The proposed multistep chemical equilibrium for higher order assembly of β-crystallin based on experimental evidence from dissociation and selective reassociation. Individual isoforms associate as dimers (β_L2) or trimers (β_L1), with possible low levels of interconversion between the two (K₅). Equilibrium will preferentially drive assembly further into β_H oligomers, forming hexamers, octamers, and potentially nonamers. All reactions are expected to be product favored. This schematic does not highlight the possibility of a newly synthesized isoform and an existing dimer (β_L2) to combine and form a trimer (β_L1). This combination is not supported nor refuted by our experimental data. We would expect that path to be a competing equilibrium with K₂.

Fig. 6.

Examination of hydrophobic interfaces in lens β-crystallins through the use of SYPRO Orange fluorescence.
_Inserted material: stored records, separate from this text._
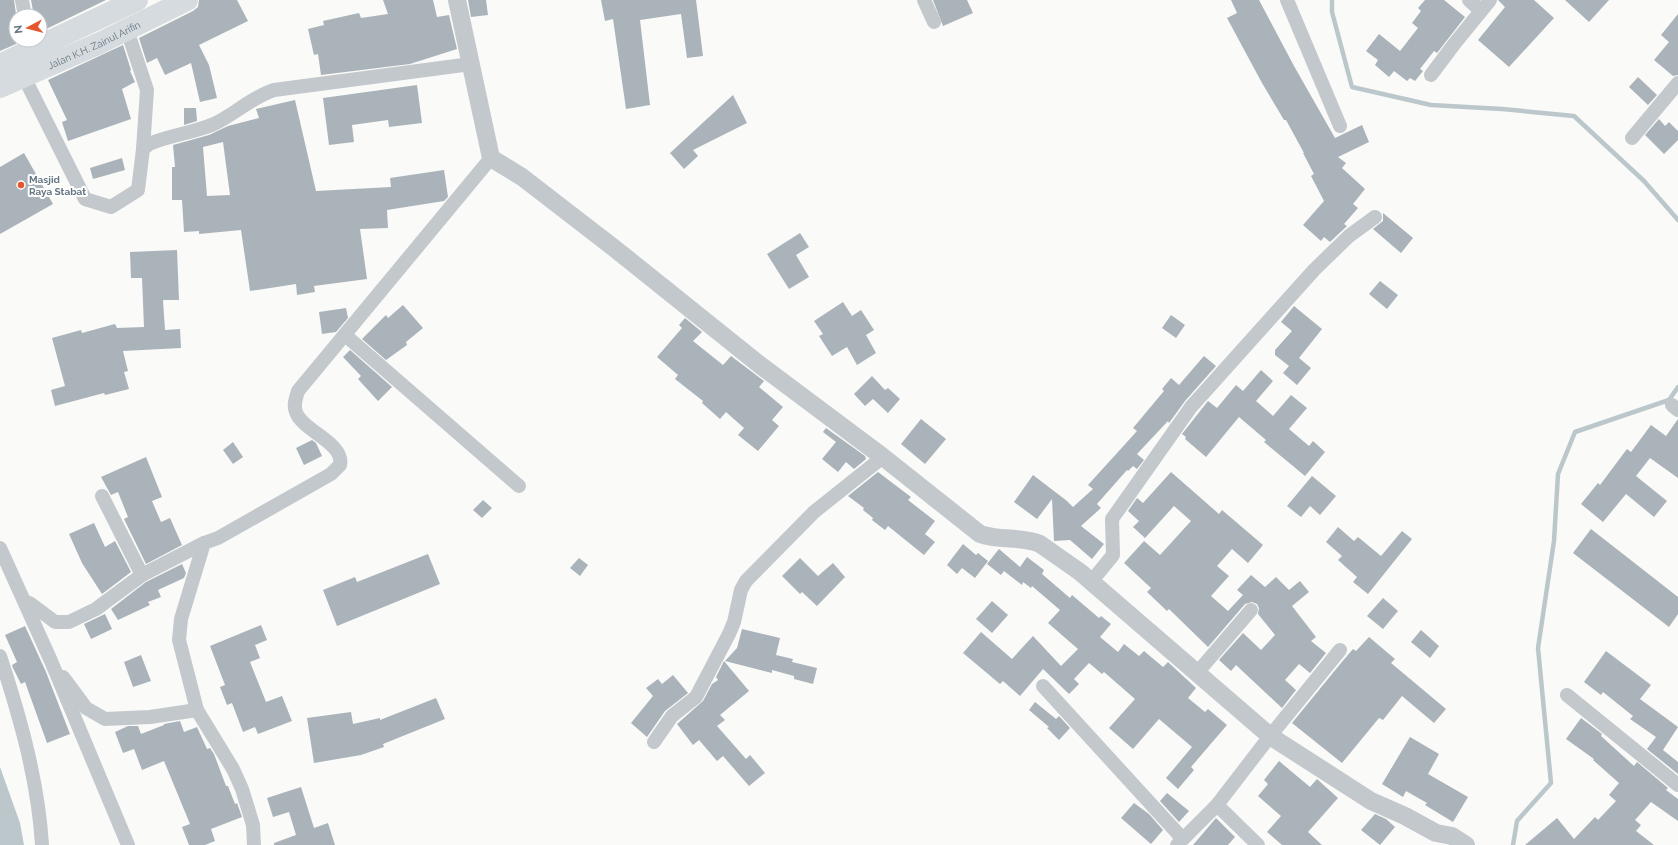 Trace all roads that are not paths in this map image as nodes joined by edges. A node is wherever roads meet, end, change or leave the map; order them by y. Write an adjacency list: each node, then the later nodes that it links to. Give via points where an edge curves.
1 (137, 0): 10 (highway)
2 (187, 0): 9 (highway, Jalan K.H. Zainul Arifin)
3 (457, 0): 13 (street)
4 (924, 0): 8 (street)
5 (1287, 0): 19 (street)
6 (1469, 0): 7 (street)
7 (1485, 5): 16 (street)
8 (934, 22)
9 (126, 30): 15 (highway, Jalan K.H. Zainul Arifin); 21 (street, via 147,90)
10 (48, 38)
11 (27, 48): 14 (highway)
12 (32, 48): 15 (highway)
13 (471, 64): 21 (street, via 274,90 255,97 215,123 155,142); 22 (street)
14 (0, 65)
15 (33, 73): 18 (highway, Jalan K.H. Zainul Arifin); 21 (street, via 85,199 111,207 138,190)
16 (1431, 76)
17 (1678, 83): 20 (street)
18 (0, 87)
19 (1340, 126)
20 (1632, 138)
21 (144, 149)
22 (491, 158): 24 (street); 25 (street, via 528,182)
23 (1375, 217): 31 (street, via 1349,236 1314,270 1191,407 1112,519 1113,555)
24 (345, 335): 26 (street); 28 (street, via 298,391 294,407 300,421 337,453 341,460 340,465 322,479 218,538)
25 (883, 457): 31 (street, via 980,534 993,538 1034,541); 42 (street, via 814,512 746,581 741,590 729,634 696,697 672,716)
26 (519, 486)
27 (102, 496): 30 (street)
28 (204, 543): 30 (street); 40 (street, via 179,630 179,640)
29 (0, 548): 32 (street)
30 (142, 575): 32 (street, via 96,609 69,622 55,622)
31 (1091, 582): 37 (street)
32 (24, 601): 36 (street)
33 (1251, 610): 37 (street)
34 (1340, 650): 41 (street)
35 (0, 656): 46 (street, via 19,715 40,814)
36 (50, 661): 40 (street, via 86,708 104,719 150,717); 47 (street)
37 (1197, 673): 41 (street)
38 (1043, 686): 45 (street)
39 (1567, 695): 43 (street)
40 (197, 710): 48 (street, via 233,769 242,789 253,825)
41 (1270, 736): 44 (street); 50 (street, via 1371,801 1405,816 1436,834 1452,836)
42 (654, 742)
43 (1678, 785)
44 (1217, 804): 45 (street); 49 (street)
45 (1179, 842)
46 (42, 845)
47 (128, 845)
48 (254, 845)
49 (1258, 845)
50 (1466, 845) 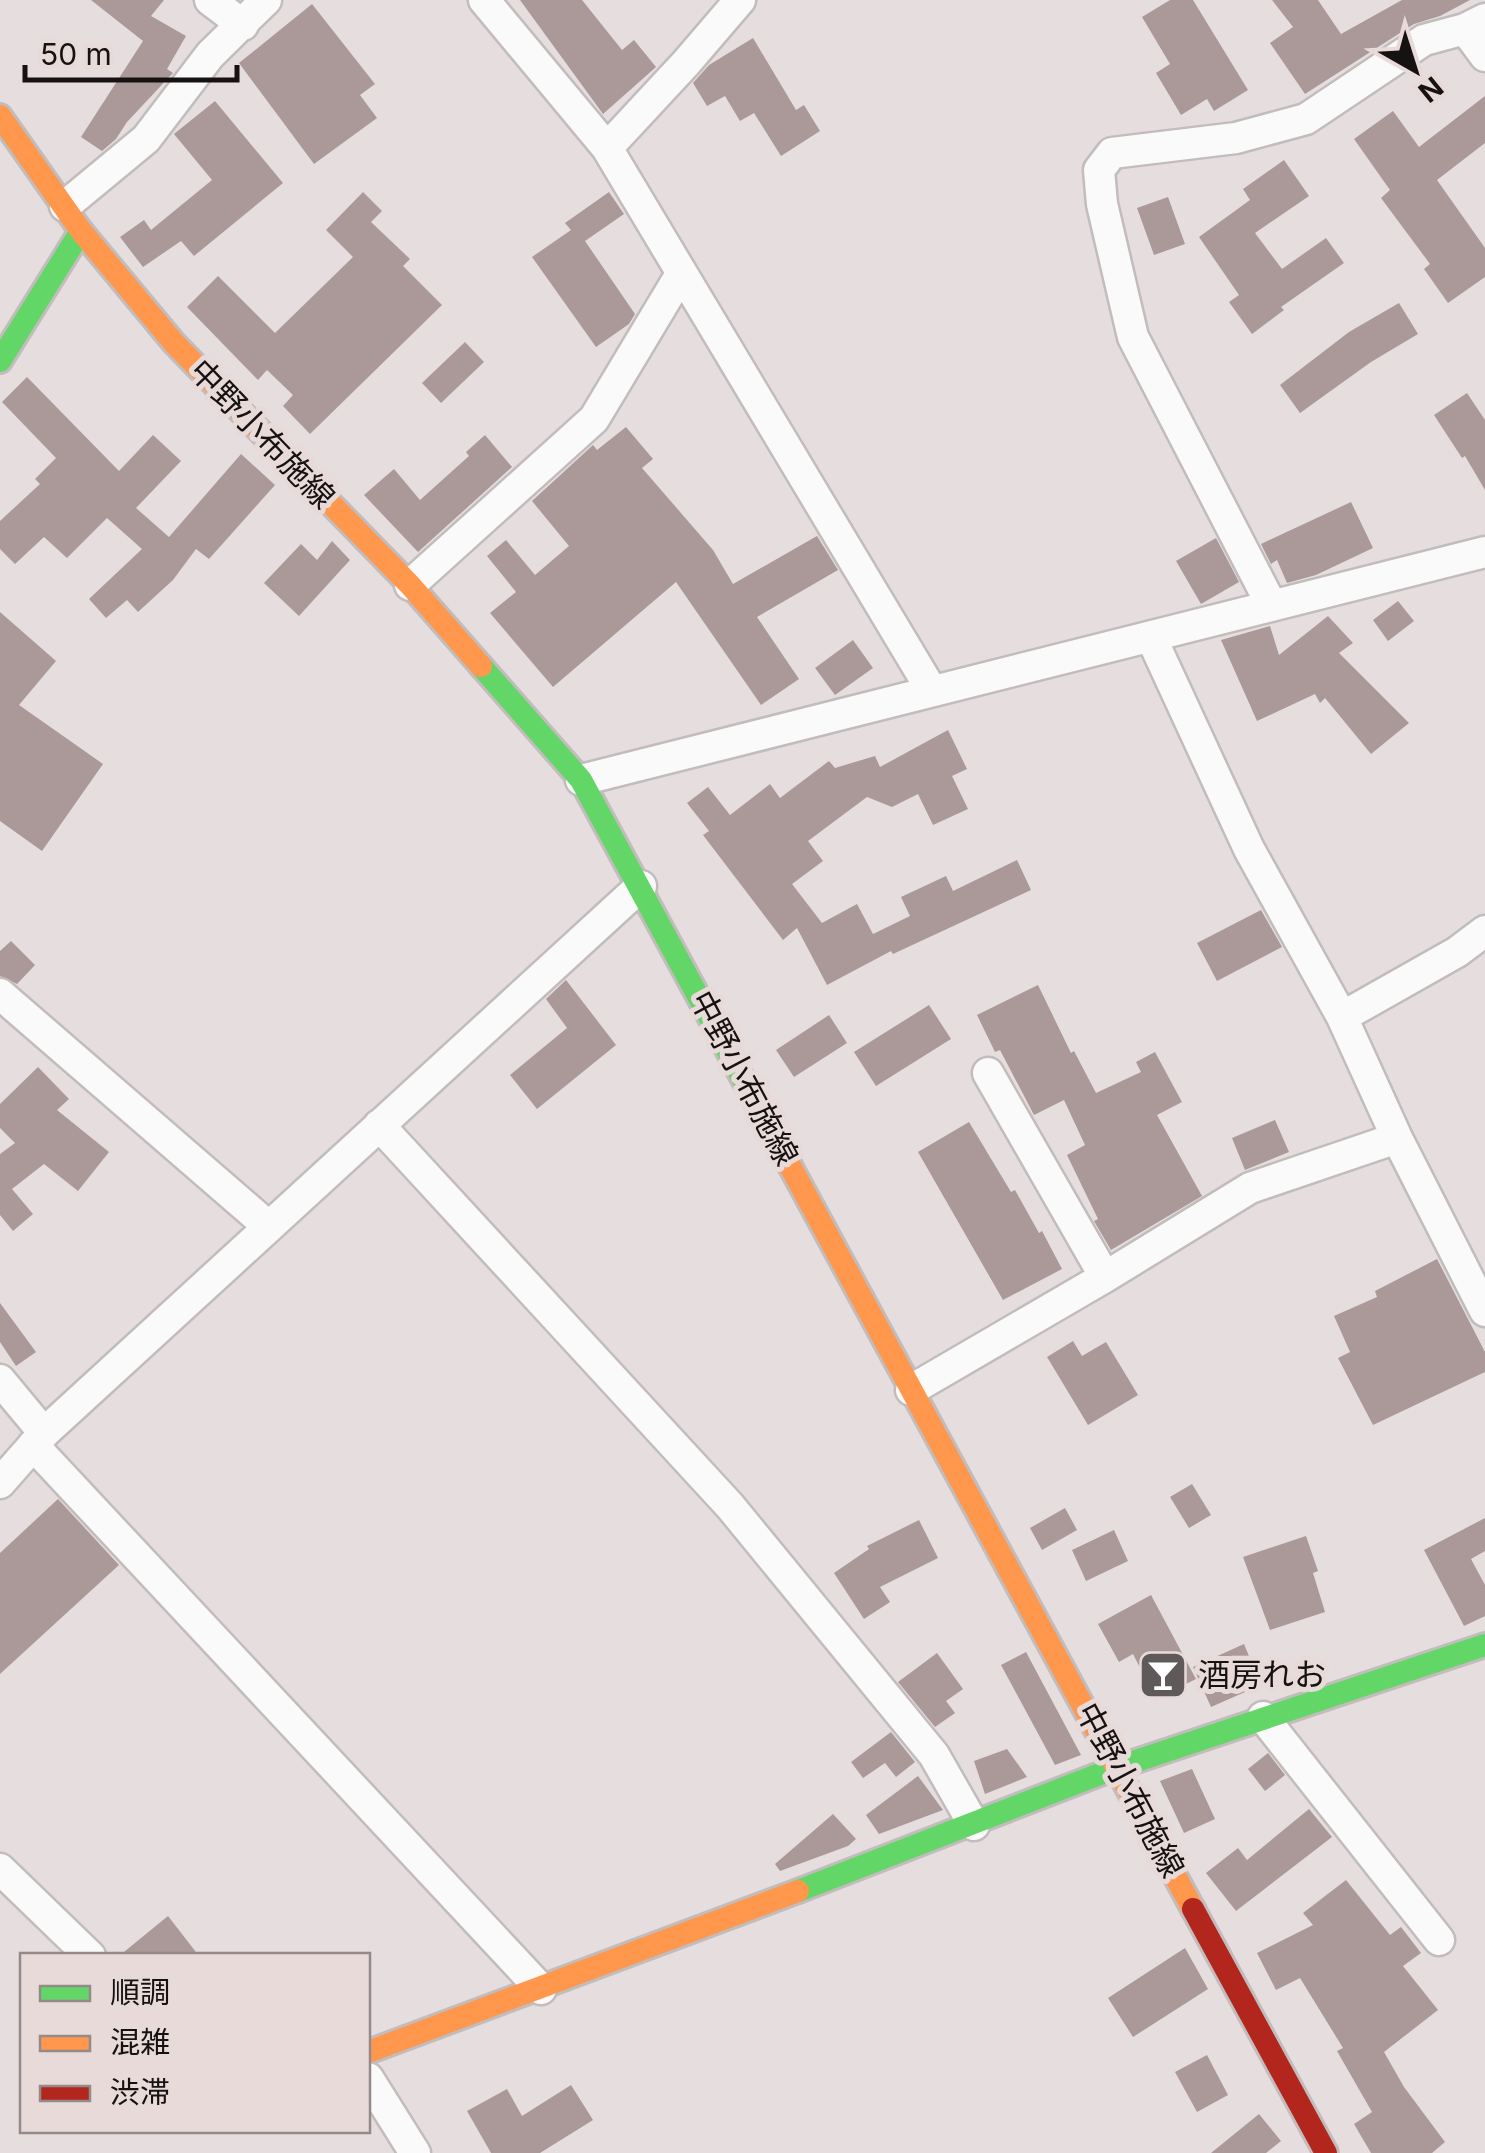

Tracking changes in exposed hydrophobic surface area in β_H and β_L2 through (A) 10 mM Tris, (B) 10 mM Tris + 0.1 M MgCl₂, and (C) 10 mM Tris + 1 M MgCl₂. Graphs represent the average fluorescent profile of six individual measurements from two biological replicates. Since β_H is completely dissociated in 1 M MgCl₂, only fluorescence of β_L2 was measured at this condition. (D) Comparison of all conditions, including PBS, for both β_H and β_L2. Bar graphs represent two batches of three lenses (N = 2) and the data are averaged with error bars representing one SD.